§ ENTRIES PROVIDED:
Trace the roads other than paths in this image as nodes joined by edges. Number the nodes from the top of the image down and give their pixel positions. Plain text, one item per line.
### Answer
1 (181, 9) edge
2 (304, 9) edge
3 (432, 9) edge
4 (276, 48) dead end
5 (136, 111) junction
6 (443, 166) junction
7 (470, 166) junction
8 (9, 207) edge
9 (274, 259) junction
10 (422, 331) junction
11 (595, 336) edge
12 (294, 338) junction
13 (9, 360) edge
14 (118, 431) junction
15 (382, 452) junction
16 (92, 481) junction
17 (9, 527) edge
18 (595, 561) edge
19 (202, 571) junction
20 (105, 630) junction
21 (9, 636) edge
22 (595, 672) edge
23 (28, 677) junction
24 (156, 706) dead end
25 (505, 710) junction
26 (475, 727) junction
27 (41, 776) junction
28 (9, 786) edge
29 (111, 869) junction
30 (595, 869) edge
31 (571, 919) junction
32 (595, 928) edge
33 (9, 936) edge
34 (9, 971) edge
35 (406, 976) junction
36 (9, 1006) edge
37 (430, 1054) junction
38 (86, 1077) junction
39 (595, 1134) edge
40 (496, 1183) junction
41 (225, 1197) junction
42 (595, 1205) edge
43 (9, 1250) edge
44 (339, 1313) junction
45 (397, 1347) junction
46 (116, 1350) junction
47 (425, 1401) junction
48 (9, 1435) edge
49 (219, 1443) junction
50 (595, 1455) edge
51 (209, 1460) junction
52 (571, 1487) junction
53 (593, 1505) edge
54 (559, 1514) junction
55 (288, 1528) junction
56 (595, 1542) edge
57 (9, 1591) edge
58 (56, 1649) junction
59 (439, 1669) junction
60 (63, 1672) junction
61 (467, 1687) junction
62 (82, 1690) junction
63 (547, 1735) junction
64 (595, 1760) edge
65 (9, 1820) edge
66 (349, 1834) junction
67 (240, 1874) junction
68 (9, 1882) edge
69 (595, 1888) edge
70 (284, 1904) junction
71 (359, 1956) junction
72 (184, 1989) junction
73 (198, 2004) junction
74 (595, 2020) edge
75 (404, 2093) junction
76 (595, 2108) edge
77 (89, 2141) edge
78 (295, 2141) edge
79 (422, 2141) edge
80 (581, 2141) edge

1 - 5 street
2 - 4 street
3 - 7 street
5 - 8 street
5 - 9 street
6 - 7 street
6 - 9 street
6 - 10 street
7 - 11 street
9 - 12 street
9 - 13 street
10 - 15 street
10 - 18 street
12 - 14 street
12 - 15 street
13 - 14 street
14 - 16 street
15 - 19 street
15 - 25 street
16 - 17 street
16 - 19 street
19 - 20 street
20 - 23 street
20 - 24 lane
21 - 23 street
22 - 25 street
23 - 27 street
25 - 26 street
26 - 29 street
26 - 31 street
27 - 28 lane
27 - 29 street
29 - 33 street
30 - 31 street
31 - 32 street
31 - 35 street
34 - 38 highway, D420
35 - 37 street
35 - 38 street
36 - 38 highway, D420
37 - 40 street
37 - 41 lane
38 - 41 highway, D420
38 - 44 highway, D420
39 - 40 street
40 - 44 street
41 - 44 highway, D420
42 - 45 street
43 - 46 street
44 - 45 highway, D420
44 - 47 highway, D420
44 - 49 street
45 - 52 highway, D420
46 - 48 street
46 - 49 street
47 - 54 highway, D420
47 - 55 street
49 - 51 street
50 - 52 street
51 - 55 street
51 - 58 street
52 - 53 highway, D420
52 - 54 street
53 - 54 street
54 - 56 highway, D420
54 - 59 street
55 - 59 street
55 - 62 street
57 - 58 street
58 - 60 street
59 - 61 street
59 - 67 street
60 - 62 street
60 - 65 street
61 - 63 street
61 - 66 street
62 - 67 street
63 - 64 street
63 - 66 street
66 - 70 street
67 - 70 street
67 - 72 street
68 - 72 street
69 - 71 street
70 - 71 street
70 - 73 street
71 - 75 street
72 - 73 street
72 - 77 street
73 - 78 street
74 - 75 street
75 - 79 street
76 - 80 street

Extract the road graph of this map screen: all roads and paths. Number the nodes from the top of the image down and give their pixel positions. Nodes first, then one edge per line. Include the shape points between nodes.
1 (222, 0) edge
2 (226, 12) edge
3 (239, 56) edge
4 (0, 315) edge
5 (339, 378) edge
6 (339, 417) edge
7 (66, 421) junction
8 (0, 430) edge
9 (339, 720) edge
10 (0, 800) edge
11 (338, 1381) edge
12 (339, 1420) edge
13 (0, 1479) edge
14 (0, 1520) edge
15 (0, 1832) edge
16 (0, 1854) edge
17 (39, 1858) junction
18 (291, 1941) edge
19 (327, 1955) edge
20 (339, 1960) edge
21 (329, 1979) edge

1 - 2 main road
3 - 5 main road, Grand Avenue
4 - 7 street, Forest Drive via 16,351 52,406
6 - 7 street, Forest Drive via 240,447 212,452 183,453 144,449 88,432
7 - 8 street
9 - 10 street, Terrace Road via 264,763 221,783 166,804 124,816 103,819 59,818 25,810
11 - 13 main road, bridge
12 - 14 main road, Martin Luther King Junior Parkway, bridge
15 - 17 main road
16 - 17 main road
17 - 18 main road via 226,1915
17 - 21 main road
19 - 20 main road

==

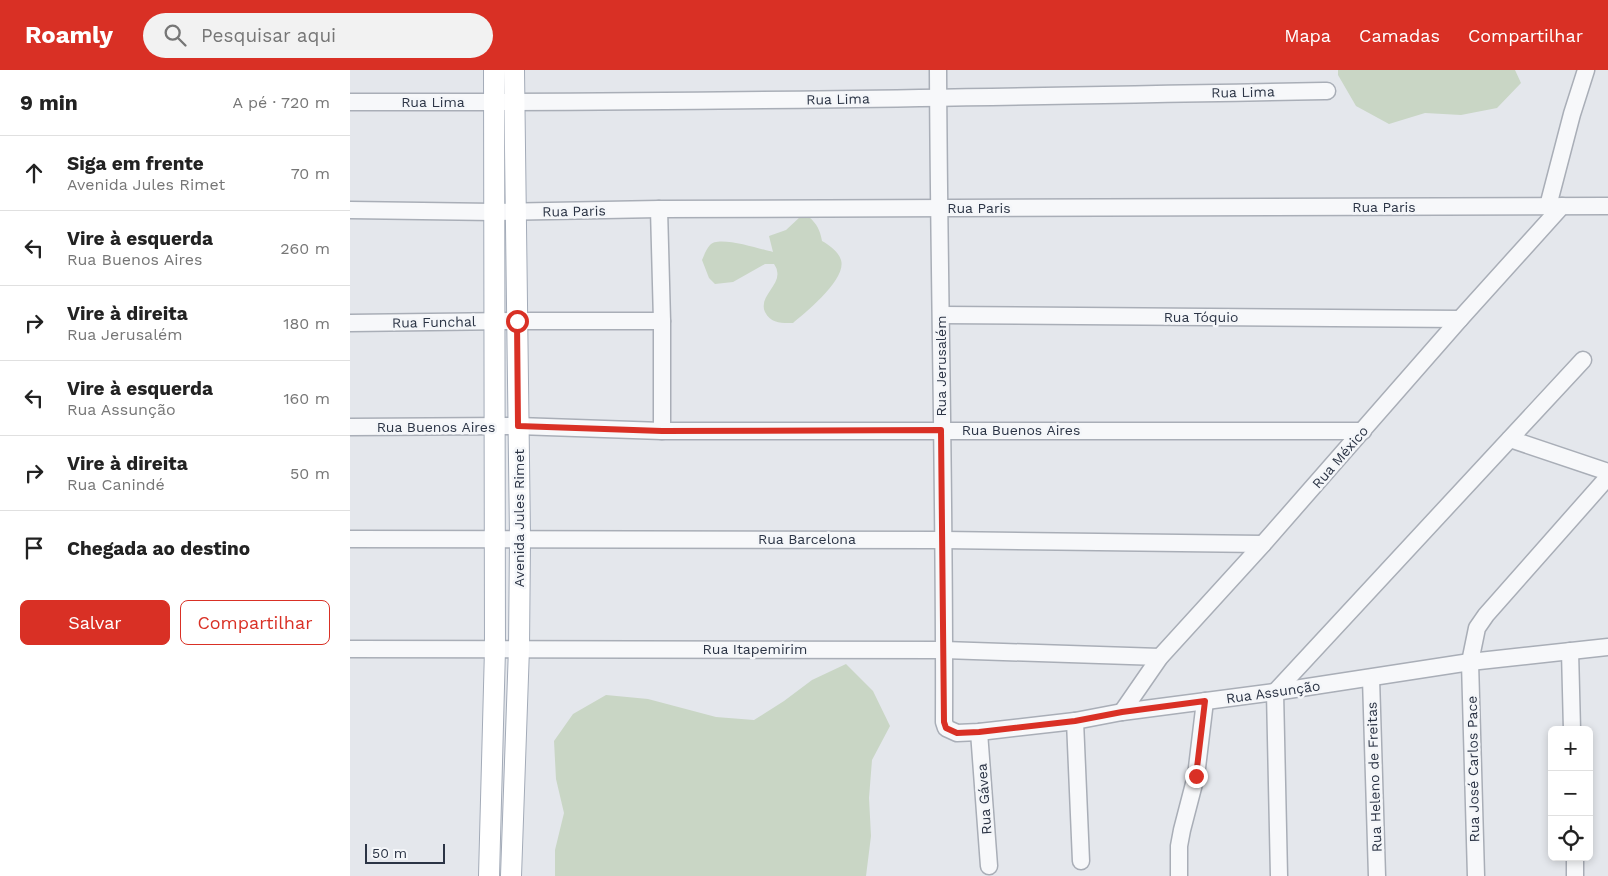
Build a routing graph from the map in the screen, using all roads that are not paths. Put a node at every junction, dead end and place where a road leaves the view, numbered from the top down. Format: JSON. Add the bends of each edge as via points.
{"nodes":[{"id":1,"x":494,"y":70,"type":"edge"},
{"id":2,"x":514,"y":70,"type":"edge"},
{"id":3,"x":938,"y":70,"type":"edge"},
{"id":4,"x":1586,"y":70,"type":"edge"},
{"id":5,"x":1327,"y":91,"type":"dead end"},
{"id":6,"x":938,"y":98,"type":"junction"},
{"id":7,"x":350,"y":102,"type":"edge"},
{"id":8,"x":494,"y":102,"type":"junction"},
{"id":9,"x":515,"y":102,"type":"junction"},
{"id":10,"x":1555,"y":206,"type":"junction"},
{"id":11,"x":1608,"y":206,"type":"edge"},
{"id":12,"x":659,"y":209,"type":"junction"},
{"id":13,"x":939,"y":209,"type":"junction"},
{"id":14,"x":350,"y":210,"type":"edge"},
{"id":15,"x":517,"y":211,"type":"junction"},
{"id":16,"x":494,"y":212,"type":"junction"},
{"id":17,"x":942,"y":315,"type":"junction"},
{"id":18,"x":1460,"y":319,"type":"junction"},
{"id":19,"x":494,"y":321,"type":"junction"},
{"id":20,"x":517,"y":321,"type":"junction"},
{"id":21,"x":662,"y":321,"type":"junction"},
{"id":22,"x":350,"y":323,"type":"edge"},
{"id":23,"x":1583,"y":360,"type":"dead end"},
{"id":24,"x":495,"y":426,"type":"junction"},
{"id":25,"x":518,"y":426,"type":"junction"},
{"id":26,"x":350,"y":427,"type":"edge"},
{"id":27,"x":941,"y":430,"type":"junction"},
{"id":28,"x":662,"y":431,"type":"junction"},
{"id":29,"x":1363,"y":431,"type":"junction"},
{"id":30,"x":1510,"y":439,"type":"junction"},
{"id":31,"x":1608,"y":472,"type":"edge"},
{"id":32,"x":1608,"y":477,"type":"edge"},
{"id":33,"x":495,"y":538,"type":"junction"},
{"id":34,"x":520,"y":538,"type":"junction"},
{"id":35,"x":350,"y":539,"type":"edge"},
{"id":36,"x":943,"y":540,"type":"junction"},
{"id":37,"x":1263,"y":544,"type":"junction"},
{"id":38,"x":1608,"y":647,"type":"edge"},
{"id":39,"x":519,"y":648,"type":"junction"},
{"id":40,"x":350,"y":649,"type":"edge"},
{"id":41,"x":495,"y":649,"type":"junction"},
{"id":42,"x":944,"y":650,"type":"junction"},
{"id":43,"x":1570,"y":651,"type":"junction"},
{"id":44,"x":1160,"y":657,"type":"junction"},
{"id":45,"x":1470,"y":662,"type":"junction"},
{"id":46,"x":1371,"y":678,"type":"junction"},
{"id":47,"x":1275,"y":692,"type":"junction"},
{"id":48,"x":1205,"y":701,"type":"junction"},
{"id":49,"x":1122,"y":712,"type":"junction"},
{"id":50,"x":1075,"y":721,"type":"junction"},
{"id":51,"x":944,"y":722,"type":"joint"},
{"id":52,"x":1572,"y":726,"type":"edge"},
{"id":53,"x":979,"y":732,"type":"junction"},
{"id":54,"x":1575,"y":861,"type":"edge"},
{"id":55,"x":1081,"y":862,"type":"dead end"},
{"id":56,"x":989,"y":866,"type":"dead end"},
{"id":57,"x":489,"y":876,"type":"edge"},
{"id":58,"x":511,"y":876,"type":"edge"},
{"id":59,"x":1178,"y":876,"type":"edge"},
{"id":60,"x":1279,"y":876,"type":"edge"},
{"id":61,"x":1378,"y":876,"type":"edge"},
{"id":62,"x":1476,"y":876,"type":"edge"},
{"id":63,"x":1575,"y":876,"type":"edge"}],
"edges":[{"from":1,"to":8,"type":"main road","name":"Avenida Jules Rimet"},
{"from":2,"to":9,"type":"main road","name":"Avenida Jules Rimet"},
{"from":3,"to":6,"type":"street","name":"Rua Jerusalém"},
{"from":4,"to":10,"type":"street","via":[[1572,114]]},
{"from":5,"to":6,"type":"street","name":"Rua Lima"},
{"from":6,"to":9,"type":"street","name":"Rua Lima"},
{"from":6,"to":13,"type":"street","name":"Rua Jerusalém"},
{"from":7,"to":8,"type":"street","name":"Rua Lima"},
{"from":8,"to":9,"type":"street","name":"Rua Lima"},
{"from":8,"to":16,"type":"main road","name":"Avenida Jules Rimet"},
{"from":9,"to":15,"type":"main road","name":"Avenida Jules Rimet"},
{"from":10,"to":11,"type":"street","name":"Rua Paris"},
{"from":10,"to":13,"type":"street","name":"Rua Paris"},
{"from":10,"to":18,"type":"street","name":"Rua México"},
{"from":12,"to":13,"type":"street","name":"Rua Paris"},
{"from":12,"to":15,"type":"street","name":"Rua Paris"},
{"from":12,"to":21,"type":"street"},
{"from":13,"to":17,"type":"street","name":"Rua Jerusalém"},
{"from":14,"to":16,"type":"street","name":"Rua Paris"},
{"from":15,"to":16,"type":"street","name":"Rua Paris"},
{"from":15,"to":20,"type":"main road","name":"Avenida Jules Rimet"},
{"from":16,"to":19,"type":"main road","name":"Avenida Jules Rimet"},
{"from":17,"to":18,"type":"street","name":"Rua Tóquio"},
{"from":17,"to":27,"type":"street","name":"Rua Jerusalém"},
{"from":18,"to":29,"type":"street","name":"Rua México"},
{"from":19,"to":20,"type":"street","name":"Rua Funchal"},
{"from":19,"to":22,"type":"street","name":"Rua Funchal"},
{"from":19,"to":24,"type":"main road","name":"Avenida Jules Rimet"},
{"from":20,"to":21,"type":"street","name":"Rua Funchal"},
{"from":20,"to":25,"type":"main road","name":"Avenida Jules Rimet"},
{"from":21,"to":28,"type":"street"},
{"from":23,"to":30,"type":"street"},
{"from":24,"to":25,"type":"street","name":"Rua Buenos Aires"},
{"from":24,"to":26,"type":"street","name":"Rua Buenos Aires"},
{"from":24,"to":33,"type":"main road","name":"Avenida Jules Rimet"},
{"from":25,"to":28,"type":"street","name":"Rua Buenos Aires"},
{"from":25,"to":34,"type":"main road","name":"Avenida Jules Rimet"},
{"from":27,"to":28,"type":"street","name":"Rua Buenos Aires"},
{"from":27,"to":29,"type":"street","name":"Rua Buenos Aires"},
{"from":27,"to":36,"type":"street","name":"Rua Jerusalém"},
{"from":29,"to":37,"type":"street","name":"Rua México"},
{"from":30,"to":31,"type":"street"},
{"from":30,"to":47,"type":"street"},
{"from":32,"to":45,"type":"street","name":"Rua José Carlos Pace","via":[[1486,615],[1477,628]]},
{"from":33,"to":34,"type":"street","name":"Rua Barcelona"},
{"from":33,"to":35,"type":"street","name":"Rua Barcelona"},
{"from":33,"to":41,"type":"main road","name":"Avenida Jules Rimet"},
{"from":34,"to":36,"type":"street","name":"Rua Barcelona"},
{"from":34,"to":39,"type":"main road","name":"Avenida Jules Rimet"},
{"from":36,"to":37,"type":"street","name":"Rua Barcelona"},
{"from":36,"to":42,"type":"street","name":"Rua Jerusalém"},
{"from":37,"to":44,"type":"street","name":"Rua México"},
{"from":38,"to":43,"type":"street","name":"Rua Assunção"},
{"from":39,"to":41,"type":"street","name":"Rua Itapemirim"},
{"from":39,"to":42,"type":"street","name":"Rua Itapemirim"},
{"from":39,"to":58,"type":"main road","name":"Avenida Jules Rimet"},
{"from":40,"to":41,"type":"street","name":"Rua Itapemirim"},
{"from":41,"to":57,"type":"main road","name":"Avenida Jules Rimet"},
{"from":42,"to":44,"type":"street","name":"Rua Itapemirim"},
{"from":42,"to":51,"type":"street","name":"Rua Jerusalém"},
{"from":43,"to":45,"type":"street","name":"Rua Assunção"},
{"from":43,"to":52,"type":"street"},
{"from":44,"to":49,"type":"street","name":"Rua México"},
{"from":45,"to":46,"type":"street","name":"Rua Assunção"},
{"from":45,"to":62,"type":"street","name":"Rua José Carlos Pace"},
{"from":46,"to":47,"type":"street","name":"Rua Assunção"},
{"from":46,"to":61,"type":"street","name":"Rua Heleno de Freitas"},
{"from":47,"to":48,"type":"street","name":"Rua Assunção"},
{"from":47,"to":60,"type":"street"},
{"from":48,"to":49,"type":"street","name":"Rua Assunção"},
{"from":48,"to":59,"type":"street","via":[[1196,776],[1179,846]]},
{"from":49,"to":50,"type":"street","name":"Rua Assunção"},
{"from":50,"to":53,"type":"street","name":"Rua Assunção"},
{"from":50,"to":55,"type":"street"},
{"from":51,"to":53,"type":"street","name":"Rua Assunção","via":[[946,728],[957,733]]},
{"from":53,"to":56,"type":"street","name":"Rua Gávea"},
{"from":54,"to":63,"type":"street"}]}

§ PROBLEM DETAILS: If a line in the records above contains the word "points", copy it.

§ FINISHED TASK:
Extract the road graph of this map screen: all roads and paths. Number the nodes from the top of the image down and give their pixel positions. Nodes first, then one edge per line. Include the shape points between nodes.
Build a routing graph from the map in the screen, using all roads that are not paths. Put a node at every junction, dead end and place where a road leaves the view, numbered from the top down. Format: JSON. Add the bends of each edge as via points.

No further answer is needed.